/---

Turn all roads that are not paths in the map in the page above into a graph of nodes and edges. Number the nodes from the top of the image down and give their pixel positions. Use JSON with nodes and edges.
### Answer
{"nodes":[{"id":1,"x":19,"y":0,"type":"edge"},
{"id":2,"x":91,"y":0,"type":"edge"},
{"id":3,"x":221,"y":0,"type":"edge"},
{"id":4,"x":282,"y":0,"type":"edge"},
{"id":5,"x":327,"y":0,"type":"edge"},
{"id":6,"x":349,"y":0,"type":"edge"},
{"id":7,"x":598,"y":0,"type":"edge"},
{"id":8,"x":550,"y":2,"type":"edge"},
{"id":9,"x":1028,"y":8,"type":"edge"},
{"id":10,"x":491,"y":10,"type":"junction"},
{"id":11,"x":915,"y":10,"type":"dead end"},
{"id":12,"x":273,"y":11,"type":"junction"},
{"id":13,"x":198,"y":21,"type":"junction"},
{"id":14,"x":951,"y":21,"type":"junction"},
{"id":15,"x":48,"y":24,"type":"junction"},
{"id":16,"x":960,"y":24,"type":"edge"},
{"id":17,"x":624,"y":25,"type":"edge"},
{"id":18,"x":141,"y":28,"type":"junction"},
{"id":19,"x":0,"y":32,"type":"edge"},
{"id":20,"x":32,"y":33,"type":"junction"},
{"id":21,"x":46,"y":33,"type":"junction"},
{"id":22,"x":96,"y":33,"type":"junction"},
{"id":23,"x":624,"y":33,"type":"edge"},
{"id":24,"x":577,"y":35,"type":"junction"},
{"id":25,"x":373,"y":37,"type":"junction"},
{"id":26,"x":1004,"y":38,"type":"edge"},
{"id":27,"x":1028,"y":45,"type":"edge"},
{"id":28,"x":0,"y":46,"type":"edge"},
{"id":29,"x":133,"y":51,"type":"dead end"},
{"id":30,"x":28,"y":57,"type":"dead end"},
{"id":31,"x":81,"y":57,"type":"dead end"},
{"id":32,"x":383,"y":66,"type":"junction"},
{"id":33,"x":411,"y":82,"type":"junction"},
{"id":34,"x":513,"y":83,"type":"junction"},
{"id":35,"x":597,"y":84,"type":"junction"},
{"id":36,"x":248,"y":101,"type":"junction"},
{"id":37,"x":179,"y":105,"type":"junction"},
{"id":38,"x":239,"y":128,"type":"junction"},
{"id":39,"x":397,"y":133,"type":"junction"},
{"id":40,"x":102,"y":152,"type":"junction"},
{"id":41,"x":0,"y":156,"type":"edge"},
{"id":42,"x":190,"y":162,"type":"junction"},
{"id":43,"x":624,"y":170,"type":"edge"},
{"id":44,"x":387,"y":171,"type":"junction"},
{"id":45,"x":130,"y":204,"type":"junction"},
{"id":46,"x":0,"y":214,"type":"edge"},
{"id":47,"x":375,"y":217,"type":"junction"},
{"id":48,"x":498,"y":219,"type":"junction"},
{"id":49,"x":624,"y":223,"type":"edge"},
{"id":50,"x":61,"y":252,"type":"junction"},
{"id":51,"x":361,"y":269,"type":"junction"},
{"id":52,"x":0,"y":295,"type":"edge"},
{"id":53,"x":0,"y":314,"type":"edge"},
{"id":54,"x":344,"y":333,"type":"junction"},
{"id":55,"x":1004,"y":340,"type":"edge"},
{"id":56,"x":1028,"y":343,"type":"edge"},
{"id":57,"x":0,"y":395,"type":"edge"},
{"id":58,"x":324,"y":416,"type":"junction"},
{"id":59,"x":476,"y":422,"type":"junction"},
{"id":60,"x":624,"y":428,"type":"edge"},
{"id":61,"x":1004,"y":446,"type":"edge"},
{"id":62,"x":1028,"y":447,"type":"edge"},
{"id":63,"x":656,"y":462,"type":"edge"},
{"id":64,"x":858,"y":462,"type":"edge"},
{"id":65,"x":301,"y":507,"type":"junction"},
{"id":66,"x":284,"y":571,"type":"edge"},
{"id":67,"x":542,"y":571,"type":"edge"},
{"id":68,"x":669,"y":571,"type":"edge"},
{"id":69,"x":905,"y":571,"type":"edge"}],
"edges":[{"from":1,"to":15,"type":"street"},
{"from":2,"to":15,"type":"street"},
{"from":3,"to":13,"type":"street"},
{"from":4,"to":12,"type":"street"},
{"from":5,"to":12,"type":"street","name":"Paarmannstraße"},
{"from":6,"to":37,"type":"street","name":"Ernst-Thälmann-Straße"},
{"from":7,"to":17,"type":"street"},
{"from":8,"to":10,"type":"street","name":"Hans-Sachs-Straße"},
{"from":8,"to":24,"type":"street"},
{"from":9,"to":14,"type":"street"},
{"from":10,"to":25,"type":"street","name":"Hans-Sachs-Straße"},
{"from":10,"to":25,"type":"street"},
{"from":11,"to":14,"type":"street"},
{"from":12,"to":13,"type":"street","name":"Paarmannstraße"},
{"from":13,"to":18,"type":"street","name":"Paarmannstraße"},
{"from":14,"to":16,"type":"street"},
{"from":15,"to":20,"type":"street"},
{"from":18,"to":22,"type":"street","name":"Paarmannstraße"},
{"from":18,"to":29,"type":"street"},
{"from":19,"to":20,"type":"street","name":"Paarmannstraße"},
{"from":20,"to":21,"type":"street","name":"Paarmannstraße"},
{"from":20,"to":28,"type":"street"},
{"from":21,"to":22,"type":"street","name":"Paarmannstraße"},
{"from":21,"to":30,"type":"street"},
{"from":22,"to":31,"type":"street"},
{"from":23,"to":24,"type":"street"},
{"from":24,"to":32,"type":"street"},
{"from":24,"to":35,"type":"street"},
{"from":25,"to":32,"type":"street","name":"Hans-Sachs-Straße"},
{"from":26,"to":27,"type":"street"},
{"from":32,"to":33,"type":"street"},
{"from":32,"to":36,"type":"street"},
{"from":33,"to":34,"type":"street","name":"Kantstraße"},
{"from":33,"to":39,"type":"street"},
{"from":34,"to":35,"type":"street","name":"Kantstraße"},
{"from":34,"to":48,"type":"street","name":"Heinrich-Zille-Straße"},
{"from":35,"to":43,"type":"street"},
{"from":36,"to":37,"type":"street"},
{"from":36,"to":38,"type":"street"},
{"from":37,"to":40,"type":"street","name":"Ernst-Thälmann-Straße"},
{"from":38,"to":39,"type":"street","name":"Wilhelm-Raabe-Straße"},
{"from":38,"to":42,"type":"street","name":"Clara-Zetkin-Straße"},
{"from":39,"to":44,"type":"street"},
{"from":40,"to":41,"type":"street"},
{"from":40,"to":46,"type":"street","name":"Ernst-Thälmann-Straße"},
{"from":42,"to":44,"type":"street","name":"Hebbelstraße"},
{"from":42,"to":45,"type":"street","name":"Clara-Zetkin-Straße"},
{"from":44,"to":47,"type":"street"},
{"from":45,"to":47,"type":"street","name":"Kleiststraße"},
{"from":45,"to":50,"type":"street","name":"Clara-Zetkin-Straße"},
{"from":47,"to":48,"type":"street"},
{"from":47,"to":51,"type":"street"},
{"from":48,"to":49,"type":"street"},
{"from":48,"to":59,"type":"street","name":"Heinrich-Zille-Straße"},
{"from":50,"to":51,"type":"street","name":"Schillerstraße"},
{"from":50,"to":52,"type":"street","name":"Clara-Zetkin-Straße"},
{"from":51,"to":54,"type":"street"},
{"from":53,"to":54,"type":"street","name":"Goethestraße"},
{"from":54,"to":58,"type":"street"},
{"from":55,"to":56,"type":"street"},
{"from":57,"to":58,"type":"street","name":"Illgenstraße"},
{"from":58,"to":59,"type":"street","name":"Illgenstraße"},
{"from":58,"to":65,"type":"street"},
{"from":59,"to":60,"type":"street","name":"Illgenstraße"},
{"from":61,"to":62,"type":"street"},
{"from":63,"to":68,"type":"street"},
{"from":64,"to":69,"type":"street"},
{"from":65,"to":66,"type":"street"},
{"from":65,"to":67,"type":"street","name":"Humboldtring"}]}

\---
/---

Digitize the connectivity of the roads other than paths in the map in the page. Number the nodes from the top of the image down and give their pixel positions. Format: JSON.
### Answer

\---

## WHAT TO WORK ON
Would you tally the lines above that include "pixel" and reply with only the total?

## PROBLEM SOLUTION
2